ACTIVITY: Bring together every line in the data that includes "Oaktree".

INPUT FOR THIS TASK:
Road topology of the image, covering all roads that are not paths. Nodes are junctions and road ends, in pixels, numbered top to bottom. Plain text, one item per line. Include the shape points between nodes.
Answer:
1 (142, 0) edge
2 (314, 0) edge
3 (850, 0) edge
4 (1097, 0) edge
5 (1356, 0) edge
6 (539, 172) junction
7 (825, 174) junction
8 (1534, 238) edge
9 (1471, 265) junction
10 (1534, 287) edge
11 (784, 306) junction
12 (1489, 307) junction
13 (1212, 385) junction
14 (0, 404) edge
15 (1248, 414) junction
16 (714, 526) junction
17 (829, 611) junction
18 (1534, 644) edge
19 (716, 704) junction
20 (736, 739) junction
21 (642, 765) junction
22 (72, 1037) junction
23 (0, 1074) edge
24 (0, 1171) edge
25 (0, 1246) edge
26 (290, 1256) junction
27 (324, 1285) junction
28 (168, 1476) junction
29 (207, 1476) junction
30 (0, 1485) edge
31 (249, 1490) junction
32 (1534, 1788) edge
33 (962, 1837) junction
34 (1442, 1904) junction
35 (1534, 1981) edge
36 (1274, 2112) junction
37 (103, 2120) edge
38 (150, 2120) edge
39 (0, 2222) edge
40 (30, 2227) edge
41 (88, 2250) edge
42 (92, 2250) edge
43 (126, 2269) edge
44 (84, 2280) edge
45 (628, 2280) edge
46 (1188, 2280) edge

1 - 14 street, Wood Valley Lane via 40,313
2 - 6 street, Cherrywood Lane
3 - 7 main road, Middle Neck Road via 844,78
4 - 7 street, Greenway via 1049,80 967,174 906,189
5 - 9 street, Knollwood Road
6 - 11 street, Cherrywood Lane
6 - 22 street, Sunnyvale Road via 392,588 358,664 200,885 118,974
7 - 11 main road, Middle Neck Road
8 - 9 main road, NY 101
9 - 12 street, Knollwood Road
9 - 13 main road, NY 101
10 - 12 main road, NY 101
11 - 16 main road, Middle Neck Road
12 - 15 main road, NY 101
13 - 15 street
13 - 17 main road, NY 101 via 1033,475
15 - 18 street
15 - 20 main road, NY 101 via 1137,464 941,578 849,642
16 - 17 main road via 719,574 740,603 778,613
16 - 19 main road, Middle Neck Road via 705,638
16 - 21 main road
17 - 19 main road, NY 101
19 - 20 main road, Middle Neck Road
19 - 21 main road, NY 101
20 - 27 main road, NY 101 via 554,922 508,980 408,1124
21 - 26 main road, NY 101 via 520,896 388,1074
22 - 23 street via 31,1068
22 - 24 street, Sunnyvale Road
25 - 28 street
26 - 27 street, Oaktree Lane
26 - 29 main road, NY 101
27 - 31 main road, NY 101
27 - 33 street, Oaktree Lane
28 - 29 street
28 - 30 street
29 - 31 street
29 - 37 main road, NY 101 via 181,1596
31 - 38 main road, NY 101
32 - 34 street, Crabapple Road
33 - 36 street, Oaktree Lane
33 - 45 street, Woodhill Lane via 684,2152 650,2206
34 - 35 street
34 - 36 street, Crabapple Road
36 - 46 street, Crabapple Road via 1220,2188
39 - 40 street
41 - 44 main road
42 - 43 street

RESULT:
26 - 27 street, Oaktree Lane
27 - 33 street, Oaktree Lane
33 - 36 street, Oaktree Lane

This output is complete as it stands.